Dondavi had kept his greetings curt. Ever since they had left Nal Hutta, he had been in a sour mood, and Ilaria talked to him with such a stiff annoyance that Tahnsu was thankful she didn’t turn it upon himself. He decided that of the two of them, he came off as the luckier one when it came to being on Ilaria’s bad side. She had tended to his wounds well and with experience, and now his thick bandage had been replaced with a lighter one and she had guessed that within the next rotation, he wouldn’t need a bandage at all.

“Did you find anything concerning the boy’s whereabouts?” Dondavi inquired.

Yes,” said Ilaria. “He managed to get a ride to Christophsis.”

“Why there?”

“Why does a child do anything?” Ilaria made her way for the cockpit, and Ashla followed. The former motioned for Tahnsu to join them, and gave Dondavi a side-eye that said without words, _stay here_.

Giving the old man a shrug as he passed, Tahnsu followed the women into the cockpit. They must have worked together before, because Ilaria fell into the pilot’s chair while Ashla simultaneously fell into the copilots. Tahnsu sat in the navigator’s, which rested between and behind their two. Without speaking, the two women lifted the ship from Asphodar 2, into space, and then into the swirling tunnel of hyperspace. It reminded Tahnsu of the way sunlight fell through water.

“How are you feeling?” Ilaria asked, leaning back in her chair. She did not look at him as she spoke, and yet Tahnsu distinctly knew that he was speaking to her.

“Fine,” he said, and meant it. Sure, his head throbbed slightly, but that could be ignored. Pain was pain. He wanted to say more, but was unsure of how much to say in front of Ashla, and figure that Ilaria may have been testing him. So, he kept his mouth shut.

“Good,” said Ilaria after giving him ample opportunity to elaborate. “Have you ever been to Christophsis?”

“No,” he admitted.

“Do you know much about the planet?”

“No.”

“It has a sun, and a moon,” she said. “But, more importantly, one of its major exports is kyber crystals. Do you know what kyber crystals are?”

Tahnsu struggled to remember. The name was familiar, although he couldn’t quite place it. However, his silence must have gone on too long.

“They’re the most common type of crystal to power lightsabers,” she said. She unclipped hers from her belt, and quickly disassembled the hilt, exposing a glittering light blue crystal within. “That,” she said, “Is a kyber crystal. Although, the place never quite recovered from the Clone Wars.
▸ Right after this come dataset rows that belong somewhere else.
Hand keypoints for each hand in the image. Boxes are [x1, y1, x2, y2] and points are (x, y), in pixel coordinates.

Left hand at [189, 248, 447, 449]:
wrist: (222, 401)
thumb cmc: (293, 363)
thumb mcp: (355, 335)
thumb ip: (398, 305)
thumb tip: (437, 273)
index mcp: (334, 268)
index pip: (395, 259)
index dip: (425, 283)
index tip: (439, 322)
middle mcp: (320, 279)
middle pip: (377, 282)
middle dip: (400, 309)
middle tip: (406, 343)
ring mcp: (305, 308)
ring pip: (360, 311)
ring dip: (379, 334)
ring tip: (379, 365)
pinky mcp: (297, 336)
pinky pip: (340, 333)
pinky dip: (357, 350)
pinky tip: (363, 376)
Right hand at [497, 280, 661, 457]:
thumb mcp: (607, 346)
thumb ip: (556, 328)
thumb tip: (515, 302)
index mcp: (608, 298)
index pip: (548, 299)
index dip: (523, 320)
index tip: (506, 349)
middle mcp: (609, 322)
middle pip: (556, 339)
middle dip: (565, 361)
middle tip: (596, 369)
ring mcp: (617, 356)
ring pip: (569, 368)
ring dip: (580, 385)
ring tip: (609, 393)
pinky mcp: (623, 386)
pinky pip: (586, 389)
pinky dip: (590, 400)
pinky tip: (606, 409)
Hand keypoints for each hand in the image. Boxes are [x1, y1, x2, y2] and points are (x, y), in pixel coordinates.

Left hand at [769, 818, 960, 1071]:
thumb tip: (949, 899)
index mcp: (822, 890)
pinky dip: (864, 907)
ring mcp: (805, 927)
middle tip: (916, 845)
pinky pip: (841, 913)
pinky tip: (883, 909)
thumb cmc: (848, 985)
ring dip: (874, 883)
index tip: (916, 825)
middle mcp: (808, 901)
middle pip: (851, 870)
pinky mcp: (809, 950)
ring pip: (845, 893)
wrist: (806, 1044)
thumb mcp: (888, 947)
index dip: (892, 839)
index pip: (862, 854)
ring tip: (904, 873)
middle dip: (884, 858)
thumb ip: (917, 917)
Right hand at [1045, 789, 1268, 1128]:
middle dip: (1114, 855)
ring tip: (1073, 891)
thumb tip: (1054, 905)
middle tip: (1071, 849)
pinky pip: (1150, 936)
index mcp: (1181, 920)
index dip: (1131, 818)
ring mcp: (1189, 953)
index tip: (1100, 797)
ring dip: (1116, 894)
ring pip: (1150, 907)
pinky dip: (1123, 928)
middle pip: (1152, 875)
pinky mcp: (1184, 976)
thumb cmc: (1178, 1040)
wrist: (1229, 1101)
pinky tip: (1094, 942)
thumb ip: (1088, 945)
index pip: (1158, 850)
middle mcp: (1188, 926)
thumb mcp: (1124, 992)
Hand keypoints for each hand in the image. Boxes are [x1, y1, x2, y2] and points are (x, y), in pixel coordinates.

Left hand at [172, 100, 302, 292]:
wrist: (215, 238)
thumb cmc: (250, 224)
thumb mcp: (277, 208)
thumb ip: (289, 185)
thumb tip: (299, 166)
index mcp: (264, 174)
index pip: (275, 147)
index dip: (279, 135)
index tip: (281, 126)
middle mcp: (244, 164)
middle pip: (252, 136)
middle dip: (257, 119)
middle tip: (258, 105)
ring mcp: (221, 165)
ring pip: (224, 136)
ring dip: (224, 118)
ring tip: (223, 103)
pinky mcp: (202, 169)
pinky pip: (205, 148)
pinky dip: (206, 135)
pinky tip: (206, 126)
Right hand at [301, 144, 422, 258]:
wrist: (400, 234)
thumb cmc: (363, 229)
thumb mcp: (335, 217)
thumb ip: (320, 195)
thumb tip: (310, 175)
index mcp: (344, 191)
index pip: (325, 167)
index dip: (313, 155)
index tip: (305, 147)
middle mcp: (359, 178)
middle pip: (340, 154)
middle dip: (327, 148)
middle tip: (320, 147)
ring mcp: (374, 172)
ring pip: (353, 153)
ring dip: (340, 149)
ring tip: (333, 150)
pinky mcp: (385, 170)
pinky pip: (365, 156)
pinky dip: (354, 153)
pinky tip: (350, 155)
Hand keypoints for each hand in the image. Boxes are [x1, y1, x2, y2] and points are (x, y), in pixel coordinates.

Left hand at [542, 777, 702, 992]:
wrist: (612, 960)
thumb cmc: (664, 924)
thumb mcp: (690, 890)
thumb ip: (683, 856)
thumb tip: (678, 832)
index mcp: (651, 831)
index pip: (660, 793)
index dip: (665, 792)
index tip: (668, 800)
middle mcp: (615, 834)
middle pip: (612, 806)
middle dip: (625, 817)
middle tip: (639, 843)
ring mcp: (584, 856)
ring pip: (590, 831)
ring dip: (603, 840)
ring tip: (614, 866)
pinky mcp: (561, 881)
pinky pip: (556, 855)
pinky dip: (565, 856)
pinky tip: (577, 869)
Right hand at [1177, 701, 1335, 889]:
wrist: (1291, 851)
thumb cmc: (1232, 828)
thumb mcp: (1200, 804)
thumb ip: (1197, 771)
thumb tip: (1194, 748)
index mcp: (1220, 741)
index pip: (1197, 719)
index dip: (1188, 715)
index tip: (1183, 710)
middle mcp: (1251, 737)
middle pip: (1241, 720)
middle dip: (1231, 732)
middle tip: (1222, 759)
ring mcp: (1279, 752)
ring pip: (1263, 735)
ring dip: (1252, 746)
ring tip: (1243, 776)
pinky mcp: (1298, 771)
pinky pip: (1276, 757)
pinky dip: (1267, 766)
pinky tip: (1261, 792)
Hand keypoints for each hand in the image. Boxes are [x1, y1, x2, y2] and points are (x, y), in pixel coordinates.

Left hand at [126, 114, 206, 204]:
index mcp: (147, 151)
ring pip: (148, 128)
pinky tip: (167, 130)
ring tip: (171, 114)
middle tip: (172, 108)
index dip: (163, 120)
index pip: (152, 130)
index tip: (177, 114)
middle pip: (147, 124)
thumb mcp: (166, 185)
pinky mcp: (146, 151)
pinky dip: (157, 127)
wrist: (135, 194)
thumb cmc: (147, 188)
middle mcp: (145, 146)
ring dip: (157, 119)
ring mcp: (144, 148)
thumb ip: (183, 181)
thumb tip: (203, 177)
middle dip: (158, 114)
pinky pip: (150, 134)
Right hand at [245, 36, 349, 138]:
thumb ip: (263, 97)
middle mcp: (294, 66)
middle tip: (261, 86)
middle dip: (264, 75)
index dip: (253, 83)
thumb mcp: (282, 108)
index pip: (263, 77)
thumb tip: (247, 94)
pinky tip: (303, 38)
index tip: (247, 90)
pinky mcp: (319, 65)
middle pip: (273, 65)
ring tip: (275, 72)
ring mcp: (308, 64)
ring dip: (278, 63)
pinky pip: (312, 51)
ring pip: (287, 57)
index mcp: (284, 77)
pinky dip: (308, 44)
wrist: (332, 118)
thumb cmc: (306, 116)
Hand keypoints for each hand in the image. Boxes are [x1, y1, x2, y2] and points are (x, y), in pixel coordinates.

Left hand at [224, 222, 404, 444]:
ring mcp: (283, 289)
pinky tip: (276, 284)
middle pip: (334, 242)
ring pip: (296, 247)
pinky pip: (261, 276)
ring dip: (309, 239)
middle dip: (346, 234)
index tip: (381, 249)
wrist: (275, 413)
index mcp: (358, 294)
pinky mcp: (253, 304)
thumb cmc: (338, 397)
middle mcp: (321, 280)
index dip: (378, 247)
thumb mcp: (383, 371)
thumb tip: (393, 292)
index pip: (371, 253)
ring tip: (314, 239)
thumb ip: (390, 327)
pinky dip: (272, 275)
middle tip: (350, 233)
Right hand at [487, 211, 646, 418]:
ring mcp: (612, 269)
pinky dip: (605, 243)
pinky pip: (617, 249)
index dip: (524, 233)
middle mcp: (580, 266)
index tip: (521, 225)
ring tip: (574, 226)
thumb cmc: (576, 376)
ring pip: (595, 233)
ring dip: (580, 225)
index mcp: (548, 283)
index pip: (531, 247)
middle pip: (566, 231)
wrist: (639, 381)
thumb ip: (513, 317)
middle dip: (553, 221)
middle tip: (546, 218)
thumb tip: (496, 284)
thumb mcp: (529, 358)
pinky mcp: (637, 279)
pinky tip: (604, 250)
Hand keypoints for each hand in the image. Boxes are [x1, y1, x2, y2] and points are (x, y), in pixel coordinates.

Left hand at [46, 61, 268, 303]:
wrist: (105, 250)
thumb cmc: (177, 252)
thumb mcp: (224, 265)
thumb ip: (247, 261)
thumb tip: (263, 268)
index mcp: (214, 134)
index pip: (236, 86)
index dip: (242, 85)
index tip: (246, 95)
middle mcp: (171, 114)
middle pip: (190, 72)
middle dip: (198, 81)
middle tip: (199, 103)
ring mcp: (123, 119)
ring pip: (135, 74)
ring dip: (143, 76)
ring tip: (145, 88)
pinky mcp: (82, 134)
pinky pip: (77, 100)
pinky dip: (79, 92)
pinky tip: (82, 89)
For some reason, the Empire isn’t much into rebuilding war-ravaged planets as much as it is into conquering those it does not already possess.”

Tahnsu realized that his education was beginning, and it was not what he had expected. “That’s not much different than many places in the Outer Rim.”

“Quite right,” she said with a nod. “What do you think are the implications of that?”

“What?”

“What do you think of the implications of Christophsis’ recent history?”

“I don’t understand.”

She sighed. “Go back to Kayfour, and ask him to retrieve a recent history of Christophsis and download it on a datapad for you. Then, I would like for you to read what it tells you, and then try to answer my question once more.”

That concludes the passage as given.